PWA's used to be one of the few truly desktop feeling apps on Samsung DeX but as of today their beta of WSL for Android [1] has dropped an it makes every samsung flagship s8 and up a computer to develop apps on.

its like crostini but a little worse since it fills your screen with a graphical ubuntu 16.04 with latest chrome, VSCode and other toys to get you started. Really awesome they are doing this and I look forward to the future of linux on galaxy devices.

[1] https://linuxondex.com


9/10 times when I experience a bug while doing front-end, it's only in Chrome.

Because of this I had to switch to Chrome for my default dev browser purely to save time and catch bugs early. I hate it...

My solution to permissions hell is to create a separate "unsafe" launcher for a version of Chrome that uses a profile with some security features disabled.


Why not Firefox in Mac for web development as well? What's Ubuntu offering more in here?


I've been using the Pixelbook i7 16gb/512 SSD as a travel machine for native Android development. Some other con's I've noticed.

1. Multi-monitor support can get a bit flaky when using more than one monitor. 2. While is is pretty speedy, you do run into performance limitations due to it only having a dual core processor. 3. Many Android apps are not as fully featured as their OS-X counterparts. Yes you could use them all in Crostini, but now your going through another virtualization layer, plus the integration is still not fully there.

All of that being said, I used to be a crouton user and it is stable enough that I am not longer doing that....though the lack of USB device support is a bummer (and was supported in crouton).


My understanding is that USB support is feature flagged in the dev channel, so it’s on its way.


Fingers Crossed!


I was given one of the recent MBPs with touchbar for work at a client and from my consulting company. I really don't like the new MBPs and didn't like the prospect of carrying around two laptops so I used my personal Pixelbook for as my consulting company's laptop. They use GSuite so isolating accounts was a breeze. I was able to install IntelliJ and do full-stack Java development with no problem. Window management was surprisingly nice.
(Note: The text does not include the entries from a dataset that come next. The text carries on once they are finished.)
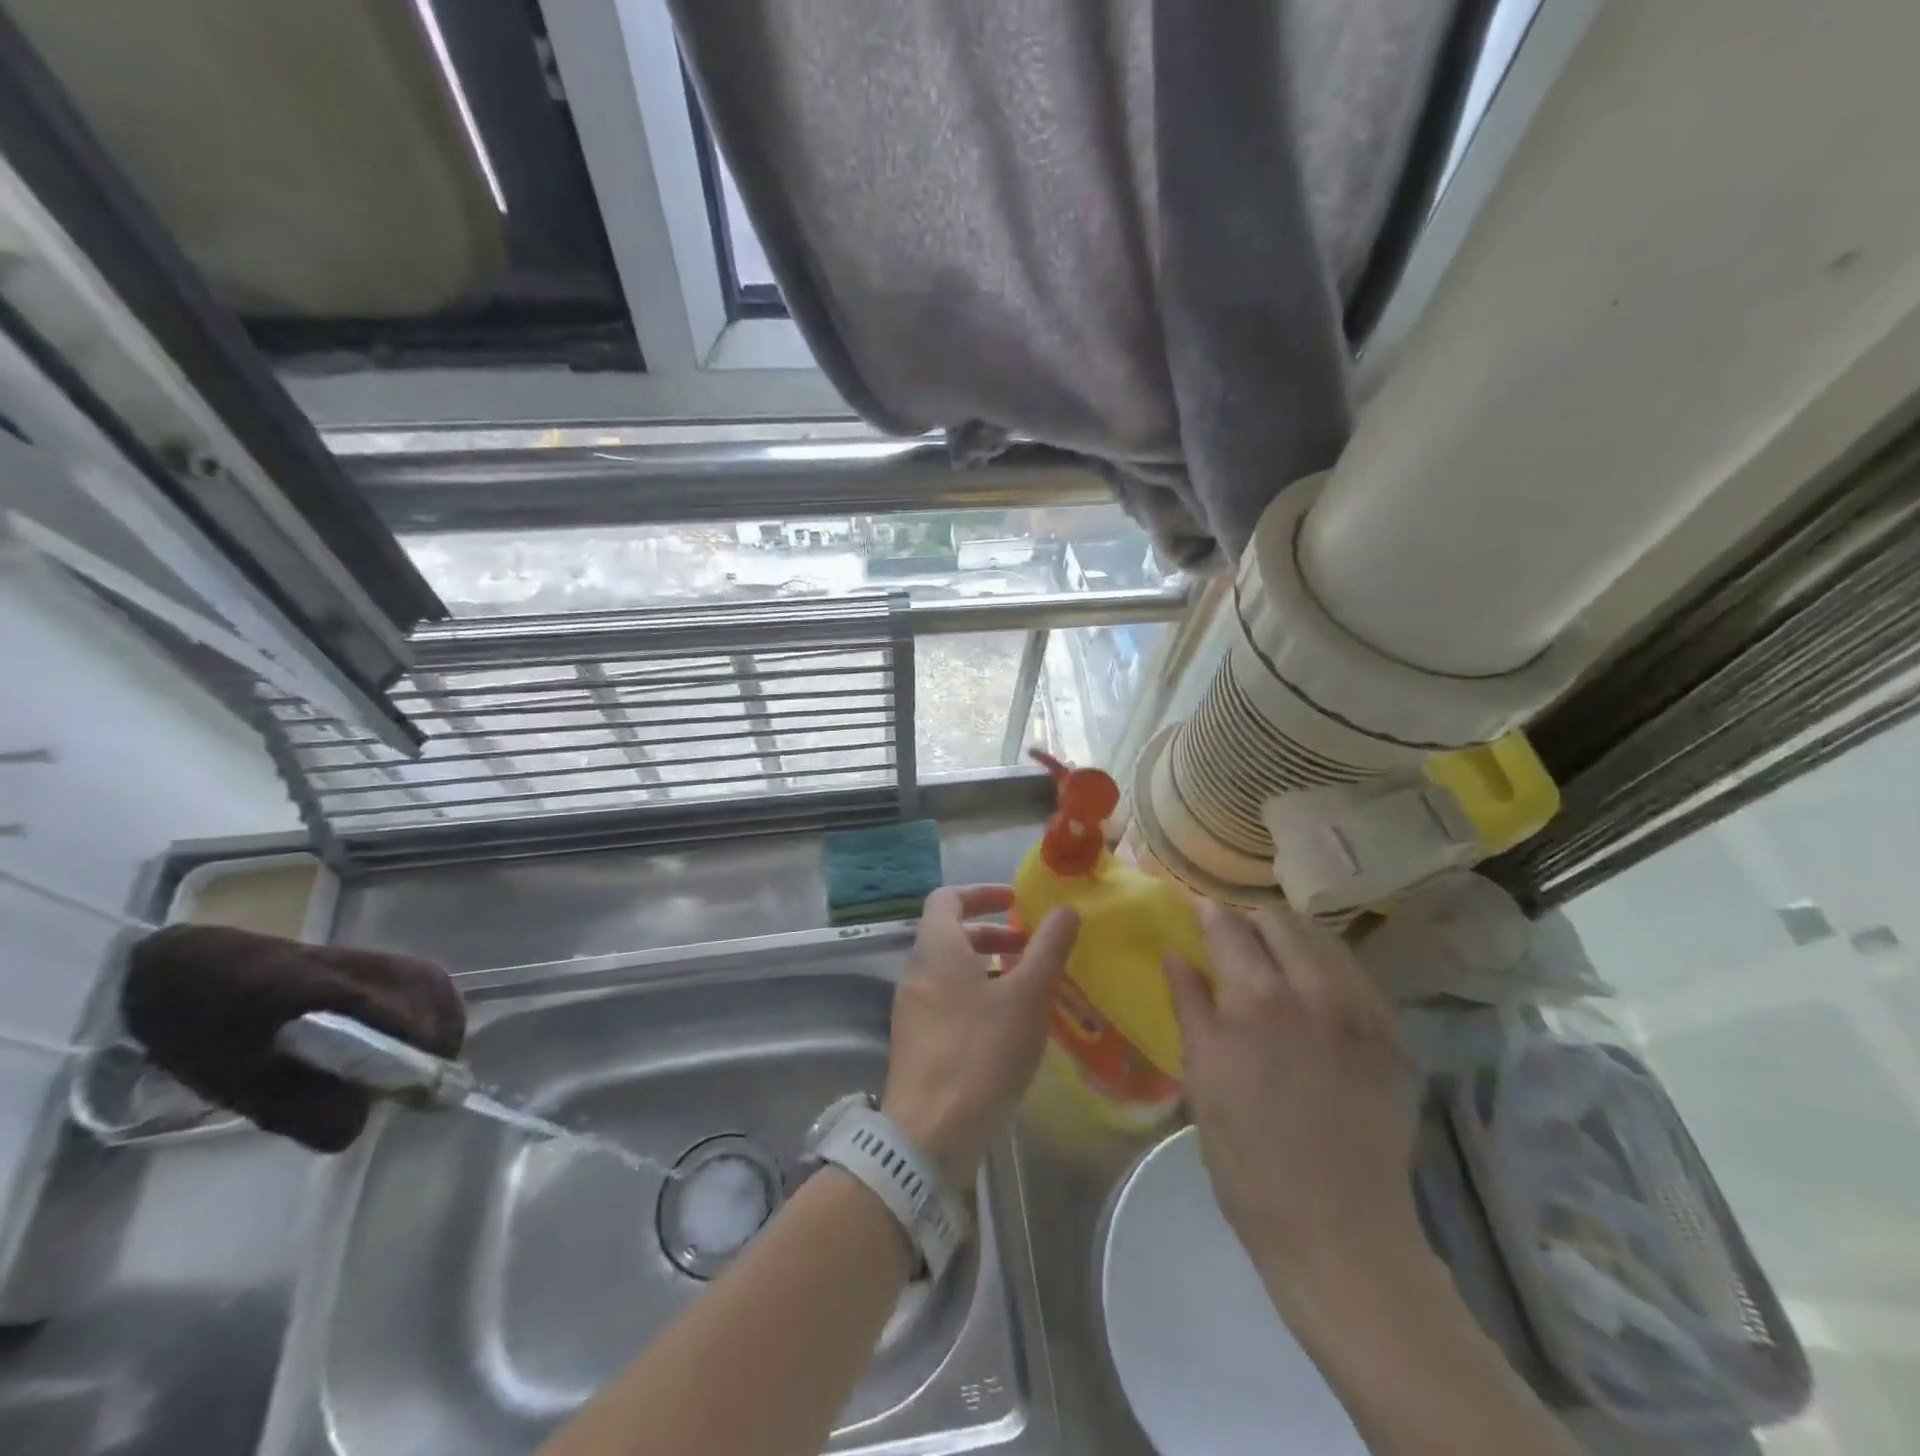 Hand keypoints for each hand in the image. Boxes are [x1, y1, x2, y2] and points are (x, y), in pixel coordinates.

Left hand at [882, 885, 1079, 1185]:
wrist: (929, 1134)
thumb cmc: (981, 1052)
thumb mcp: (1026, 996)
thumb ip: (1048, 949)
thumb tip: (1066, 909)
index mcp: (936, 948)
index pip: (947, 897)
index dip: (981, 892)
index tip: (1015, 901)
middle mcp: (916, 971)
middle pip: (950, 934)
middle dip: (992, 933)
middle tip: (1031, 946)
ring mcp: (912, 1008)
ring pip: (950, 970)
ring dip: (987, 966)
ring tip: (1028, 986)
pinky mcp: (916, 1042)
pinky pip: (946, 1000)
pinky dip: (976, 995)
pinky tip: (1008, 1025)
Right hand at [1165, 901, 1422, 1309]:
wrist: (1339, 1231)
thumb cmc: (1248, 1157)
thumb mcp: (1203, 1077)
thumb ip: (1190, 1004)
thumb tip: (1174, 952)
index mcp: (1256, 998)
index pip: (1228, 925)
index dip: (1206, 911)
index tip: (1194, 911)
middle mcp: (1314, 989)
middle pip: (1279, 920)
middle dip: (1249, 919)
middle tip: (1231, 939)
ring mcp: (1362, 1011)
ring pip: (1323, 939)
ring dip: (1291, 937)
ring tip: (1272, 959)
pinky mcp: (1392, 1037)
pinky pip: (1357, 976)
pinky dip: (1328, 967)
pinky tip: (1315, 991) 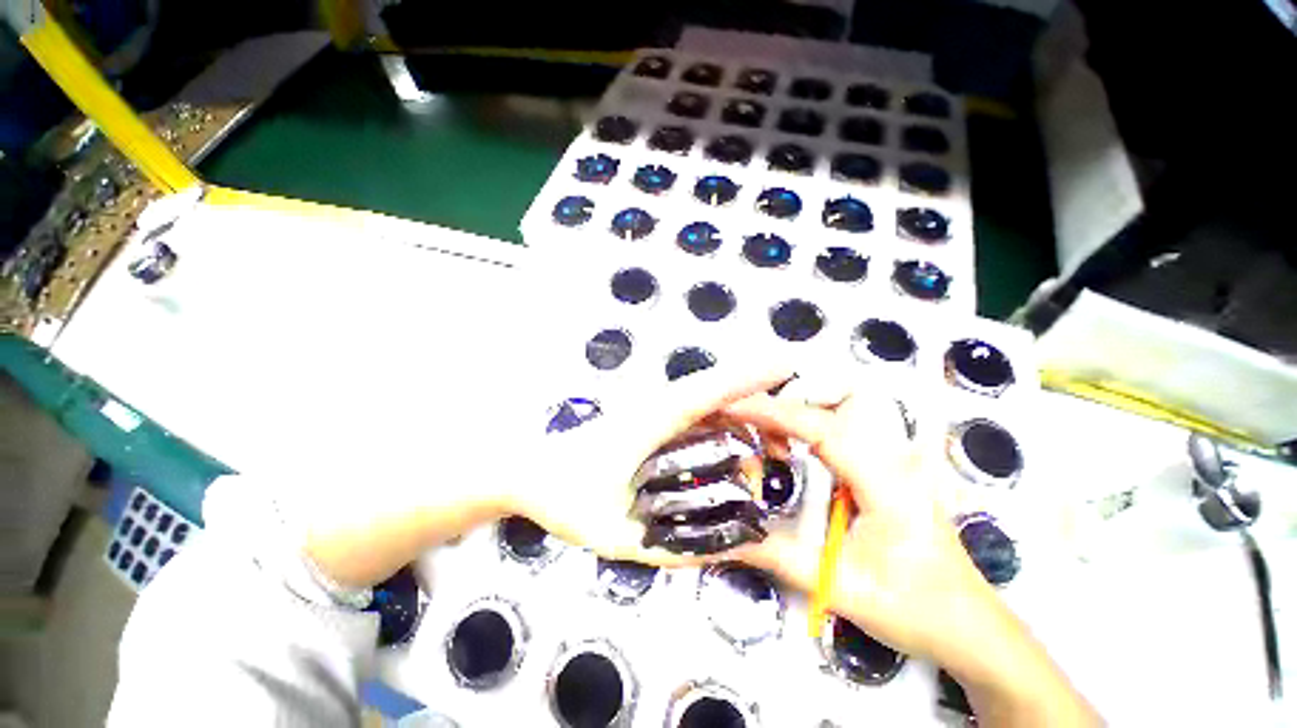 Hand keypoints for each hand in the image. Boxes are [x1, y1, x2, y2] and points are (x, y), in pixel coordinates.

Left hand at [500, 364, 792, 567]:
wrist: (529, 473)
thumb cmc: (564, 494)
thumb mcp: (614, 533)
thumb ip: (668, 549)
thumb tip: (726, 550)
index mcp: (650, 424)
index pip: (705, 393)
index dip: (745, 378)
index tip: (783, 368)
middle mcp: (656, 409)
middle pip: (713, 390)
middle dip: (755, 399)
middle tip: (788, 434)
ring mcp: (651, 410)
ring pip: (705, 398)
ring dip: (741, 408)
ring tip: (771, 439)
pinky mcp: (648, 417)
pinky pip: (694, 410)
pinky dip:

I agree with all of your points BTW.


It's real annoying when Chrome crashes (which it does once or twice a week on average) because it restarts all your Android apps as well !


Flashbacks to Internet Explorer crashes taking out your desktop.


thats the irony here... so much of this thread just reminds of of windows XP


More productive in what exactly? What are you developing? What problems you had with OSX? (not meant to be offensive, just curious)


More productive because I don't spend time fighting all of the little silly OSX to Linux incompatibilities in a dev environment. Things like:

  - sed / grep flags
  - path issues compiling some C module or node module
  - homebrew missing obscure package
These aren't things that kill productivity on the regular but once a month I found myself going down some rabbit hole or another fixing things like that.

I develop a range of stuff from the Kubernetes ecosystem, etcd, frontend software, and the occasional embedded side project.

Also, I rarely use any OSX native applications outside of a browser, password manager, and music app anymore. So, none of these workflows changed and some improved since now I have identical apps on my phone and laptop thanks to Android.


fair point, I can't tell anything other than that I was so far lucky. I do a lot of web/node development and none of the issues was yet related to OSX (for the whole 4-5 years I'm on mac).

you're 100% correct that apple has crippled version of some tools but it's possible to replace them from brew but I think I know where you're heading - it's probably just easier to use linux when you're doing these things - just like I was switching to mac when I wanted to do node.

BTW: I was switching from windows, not from linux, I actually think linux is fine and I'm happily using it on other machines, just not on this one :-)


I wish I could make the switch. New MacBooks are costing our company 4500+ each, but most of us don't want to go to Windows.

This sounds like a good solution, but I'd probably miss out on a good alternative to Sketch or Zeplin which is an important part of our development workflow.